Pada zaman penjajahan Belanda, ada sebuah negeri yang bernama Luhu. Negeri itu terletak di Pulau Seram, Maluku. Negeri Luhu adalah negeri yang kaya dengan hasil cengkeh. Negeri yang jumlah warganya tidak terlalu banyak itu diperintah oleh Raja Gimelaha Luhu Tuban atau yang lebih dikenal dengan nama Raja Luhu. Sang Raja mempunyai permaisuri bernama Puar Bulan dan seorang putri bernama Ta Ina Luhu yang cantik jelita. Ta Ina Luhu berarti anak perempuan dari Luhu atau Putri Negeri Luhu atau Puteri Luhu. Ia adalah anak sulung sang raja yang memiliki perangai yang baik, yaitu penurut, berbudi pekerti luhur, rajin beribadah, mandiri, serta sayang kepada seluruh keluarganya. Selain Ta Ina Luhu, Raja Luhu mempunyai dua orang putra, yaitu Sabadin Luhu dan Kasim Luhu.

Suatu ketika, kabar tentang kekayaan Negeri Luhu di Pulau Seram terdengar oleh penjajah Belanda yang berkedudukan di Ambon. Mendengar kabar tersebut, Belanda berniat untuk menguasai pulau itu. Dengan persenjataan lengkap, Belanda menyerang Negeri Luhu. Raja Luhu dan pasukannya berusaha untuk mengadakan perlawanan sehingga peperangan pun tak terelakkan. Perang itu dikenal dengan nama Perang Pongi, dan ada juga yang menyebutnya Perang Huamual. Dalam pertempuran itu, penjajah Belanda berhasil menguasai Negeri Luhu. Raja Luhu berserta keluarga dan seluruh rakyatnya tewas. Satu-satunya orang yang selamat ketika itu adalah putri raja, Ta Ina Luhu. Namun, ia ditangkap dan dibawa oleh penjajah Belanda ke Ambon untuk dijadikan istri panglima perang Belanda.

Setibanya di Benteng Victoria, Ambon, Ta Ina Luhu menolak untuk dijadikan istri oleh panglima perang Belanda. Akibatnya, ia pun diperkosa oleh sang panglima. Putri cantik yang malang itu tidak dapat berbuat apa-apa. Namun, karena tidak ingin terus-terusan diperlakukan tidak senonoh oleh panglima itu, Ta Ina Luhu selalu berpikir keras untuk mencari cara agar keluar dapat dari Kota Ambon.
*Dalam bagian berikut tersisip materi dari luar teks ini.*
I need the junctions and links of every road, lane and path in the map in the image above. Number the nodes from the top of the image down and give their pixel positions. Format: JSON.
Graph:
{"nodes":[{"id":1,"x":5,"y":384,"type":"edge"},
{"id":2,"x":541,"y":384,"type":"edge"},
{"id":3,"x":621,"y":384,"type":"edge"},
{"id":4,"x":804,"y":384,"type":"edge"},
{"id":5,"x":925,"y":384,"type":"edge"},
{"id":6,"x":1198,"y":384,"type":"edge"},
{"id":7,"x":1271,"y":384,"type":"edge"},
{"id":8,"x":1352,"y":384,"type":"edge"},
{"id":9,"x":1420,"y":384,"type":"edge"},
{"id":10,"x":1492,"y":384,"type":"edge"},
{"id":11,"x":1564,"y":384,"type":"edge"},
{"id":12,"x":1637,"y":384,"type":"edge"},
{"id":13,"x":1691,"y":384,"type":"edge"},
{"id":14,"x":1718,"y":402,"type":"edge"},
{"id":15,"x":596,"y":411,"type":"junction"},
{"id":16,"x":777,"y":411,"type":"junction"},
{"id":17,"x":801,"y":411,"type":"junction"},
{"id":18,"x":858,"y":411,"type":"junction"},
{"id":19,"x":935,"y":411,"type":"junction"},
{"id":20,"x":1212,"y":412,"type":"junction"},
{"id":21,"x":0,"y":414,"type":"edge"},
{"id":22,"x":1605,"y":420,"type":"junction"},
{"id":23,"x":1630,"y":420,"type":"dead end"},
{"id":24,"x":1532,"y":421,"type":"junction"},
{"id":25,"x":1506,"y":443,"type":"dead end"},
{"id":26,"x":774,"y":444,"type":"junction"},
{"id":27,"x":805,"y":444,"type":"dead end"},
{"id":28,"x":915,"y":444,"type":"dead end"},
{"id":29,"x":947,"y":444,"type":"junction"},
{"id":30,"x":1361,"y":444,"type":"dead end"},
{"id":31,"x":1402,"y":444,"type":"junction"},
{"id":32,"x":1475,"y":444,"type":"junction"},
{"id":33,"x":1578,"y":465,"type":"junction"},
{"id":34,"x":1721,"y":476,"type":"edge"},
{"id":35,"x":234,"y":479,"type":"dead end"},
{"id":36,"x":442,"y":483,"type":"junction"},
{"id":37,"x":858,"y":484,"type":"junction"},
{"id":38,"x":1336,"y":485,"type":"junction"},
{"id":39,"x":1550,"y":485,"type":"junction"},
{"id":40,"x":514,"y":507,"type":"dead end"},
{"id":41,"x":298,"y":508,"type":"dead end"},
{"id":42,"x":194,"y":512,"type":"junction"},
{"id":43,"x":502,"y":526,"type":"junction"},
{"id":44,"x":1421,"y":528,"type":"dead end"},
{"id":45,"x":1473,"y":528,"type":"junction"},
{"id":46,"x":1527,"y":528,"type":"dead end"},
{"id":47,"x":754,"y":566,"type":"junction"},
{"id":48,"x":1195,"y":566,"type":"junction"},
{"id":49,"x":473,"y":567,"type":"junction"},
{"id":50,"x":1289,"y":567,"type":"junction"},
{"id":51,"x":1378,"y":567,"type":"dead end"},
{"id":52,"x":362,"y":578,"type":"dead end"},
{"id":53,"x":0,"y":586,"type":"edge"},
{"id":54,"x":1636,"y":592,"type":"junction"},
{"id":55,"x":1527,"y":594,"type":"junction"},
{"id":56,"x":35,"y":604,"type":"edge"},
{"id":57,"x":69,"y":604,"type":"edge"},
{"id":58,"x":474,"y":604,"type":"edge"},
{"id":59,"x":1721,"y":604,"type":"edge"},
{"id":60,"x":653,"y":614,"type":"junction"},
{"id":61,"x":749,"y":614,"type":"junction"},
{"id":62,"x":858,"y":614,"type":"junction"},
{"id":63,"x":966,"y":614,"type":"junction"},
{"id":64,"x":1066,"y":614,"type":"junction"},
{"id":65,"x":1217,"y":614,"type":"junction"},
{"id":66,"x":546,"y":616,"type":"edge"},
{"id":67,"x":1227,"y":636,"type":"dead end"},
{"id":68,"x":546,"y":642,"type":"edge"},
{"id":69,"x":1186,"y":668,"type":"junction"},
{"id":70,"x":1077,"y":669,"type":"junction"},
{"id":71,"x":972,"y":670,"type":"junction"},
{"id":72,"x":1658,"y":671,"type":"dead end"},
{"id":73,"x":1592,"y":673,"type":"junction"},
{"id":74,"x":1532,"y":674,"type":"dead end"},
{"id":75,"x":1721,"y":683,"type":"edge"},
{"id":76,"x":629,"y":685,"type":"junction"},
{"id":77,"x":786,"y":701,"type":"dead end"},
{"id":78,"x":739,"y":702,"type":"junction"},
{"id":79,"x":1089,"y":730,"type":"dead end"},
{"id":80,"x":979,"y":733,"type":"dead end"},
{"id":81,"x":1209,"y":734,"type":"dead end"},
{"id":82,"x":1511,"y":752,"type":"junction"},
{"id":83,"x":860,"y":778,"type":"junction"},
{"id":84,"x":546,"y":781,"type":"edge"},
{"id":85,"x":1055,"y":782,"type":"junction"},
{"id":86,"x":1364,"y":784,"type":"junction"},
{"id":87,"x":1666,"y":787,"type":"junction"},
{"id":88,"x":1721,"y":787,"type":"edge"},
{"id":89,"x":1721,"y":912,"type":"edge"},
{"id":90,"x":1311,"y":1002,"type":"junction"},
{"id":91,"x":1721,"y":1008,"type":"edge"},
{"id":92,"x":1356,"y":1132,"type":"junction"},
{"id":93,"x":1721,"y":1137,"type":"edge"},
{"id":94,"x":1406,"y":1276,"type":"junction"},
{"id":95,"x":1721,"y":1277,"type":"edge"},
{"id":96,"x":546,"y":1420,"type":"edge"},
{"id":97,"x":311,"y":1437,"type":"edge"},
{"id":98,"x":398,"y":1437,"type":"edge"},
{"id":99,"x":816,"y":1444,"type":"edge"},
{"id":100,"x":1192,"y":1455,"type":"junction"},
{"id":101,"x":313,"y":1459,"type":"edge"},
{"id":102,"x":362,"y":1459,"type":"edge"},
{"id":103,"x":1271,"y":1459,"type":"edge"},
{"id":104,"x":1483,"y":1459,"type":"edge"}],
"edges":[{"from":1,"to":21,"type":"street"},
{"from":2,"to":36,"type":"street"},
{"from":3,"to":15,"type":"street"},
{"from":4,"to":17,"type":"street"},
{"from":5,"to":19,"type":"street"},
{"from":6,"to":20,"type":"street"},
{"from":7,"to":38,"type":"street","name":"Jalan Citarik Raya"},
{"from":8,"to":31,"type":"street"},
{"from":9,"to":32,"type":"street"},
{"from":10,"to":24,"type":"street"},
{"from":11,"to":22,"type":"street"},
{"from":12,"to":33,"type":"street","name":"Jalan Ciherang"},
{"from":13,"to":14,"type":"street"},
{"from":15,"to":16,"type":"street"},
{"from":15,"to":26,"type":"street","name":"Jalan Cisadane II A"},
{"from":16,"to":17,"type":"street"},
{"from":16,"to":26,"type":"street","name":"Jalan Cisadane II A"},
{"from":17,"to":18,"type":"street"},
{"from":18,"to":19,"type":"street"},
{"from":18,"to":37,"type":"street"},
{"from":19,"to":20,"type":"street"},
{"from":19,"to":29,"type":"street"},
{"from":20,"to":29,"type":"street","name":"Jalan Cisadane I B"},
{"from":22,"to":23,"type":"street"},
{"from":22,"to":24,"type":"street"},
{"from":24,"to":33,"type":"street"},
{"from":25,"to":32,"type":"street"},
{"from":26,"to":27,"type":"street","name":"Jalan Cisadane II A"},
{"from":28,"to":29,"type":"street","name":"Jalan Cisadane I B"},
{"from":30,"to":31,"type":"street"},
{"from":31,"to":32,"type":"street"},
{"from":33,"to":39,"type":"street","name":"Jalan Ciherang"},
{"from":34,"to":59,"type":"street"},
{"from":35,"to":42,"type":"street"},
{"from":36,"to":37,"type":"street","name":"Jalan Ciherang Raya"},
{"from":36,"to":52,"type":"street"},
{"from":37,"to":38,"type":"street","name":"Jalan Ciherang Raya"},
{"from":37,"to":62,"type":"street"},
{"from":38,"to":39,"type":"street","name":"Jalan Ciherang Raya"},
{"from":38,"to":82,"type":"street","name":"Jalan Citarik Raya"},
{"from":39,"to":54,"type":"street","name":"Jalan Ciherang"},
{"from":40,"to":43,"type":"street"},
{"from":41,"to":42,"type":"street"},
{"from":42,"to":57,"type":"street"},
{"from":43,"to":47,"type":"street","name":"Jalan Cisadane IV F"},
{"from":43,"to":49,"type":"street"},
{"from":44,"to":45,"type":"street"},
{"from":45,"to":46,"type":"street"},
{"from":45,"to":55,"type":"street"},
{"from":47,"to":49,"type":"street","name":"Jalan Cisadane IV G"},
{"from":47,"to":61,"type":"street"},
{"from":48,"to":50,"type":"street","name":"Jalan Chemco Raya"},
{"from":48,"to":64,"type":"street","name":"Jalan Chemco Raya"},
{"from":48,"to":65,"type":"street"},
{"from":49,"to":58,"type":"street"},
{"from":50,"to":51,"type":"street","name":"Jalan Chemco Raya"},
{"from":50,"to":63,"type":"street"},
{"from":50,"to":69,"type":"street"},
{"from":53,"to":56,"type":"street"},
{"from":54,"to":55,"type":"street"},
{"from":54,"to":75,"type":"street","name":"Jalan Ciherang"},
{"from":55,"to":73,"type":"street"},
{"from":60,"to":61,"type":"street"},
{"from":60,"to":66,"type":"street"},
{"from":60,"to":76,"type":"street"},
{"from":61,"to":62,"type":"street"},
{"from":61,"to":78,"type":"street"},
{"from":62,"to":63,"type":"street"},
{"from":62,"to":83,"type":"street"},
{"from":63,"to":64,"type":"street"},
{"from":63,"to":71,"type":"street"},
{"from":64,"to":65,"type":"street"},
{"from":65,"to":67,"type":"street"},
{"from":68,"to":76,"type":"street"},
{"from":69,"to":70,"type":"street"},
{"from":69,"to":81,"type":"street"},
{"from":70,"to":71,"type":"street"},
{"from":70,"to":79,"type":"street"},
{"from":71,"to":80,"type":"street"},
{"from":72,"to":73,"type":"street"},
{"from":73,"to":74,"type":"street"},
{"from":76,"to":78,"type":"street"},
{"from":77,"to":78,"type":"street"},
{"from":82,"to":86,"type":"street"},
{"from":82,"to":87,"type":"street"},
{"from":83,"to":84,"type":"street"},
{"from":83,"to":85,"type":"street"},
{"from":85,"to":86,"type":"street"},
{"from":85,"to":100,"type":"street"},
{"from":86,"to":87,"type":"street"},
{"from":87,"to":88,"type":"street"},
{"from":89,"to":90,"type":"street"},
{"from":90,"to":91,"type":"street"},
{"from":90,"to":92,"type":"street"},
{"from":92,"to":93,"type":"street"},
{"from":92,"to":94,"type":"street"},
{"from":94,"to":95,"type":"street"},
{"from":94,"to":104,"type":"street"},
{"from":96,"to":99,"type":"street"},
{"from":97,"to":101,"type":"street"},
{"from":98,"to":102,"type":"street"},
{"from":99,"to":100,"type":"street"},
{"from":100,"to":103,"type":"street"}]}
Suatu malam, Ta Ina Luhu berhasil mengelabui tentara Belanda sehingga ia dapat melarikan diri dari kota Ambon. Ia berjalan menuju ke sebuah Negeri yang bernama Soya. Di negeri itu, ia disambut baik oleh Raja Soya. Bahkan, ia kemudian dianggap sebagai keluarga istana Soya. Ia diberi kamar tidur yang bagus dan indah. Atas sambutan tersebut, Ta Ina Luhu sangat terharu karena teringat ketika ia dulu menjadi putri di negerinya. Tak terasa, air matanya menetes membasahi kedua pipinya. Wajah kedua orangtua dan adik-adiknya kembali terbayang di hadapannya. Ta Ina Luhu sangat merindukan keluarganya tersebut.

Ayah, Ibu! Adikku, Sabadin dan Kasim! Beta sangat merindukan kalian. Beta hanya bisa berdoa semoga kalian hidup tenang di alam sana!

Setelah beberapa bulan tinggal di dalam istana Soya, Ta Ina Luhu diketahui hamil. Keadaan demikian membuatnya semakin merasa berat tinggal di istana karena tentu akan semakin merepotkan keluarga Raja Soya. Akhirnya, ia pun memutuskan untuk meninggalkan istana.

O, Tuhan! Beta tidak mempunyai keluarga lagi di dunia ini. Tapi, kehadiran beta di tempat ini hanya akan merepotkan keluarga Raja Soya. Beta harus pergi dari istana ini. Berilah beta petunjuk-Mu, Tuhan! pinta Ta Ina Luhu.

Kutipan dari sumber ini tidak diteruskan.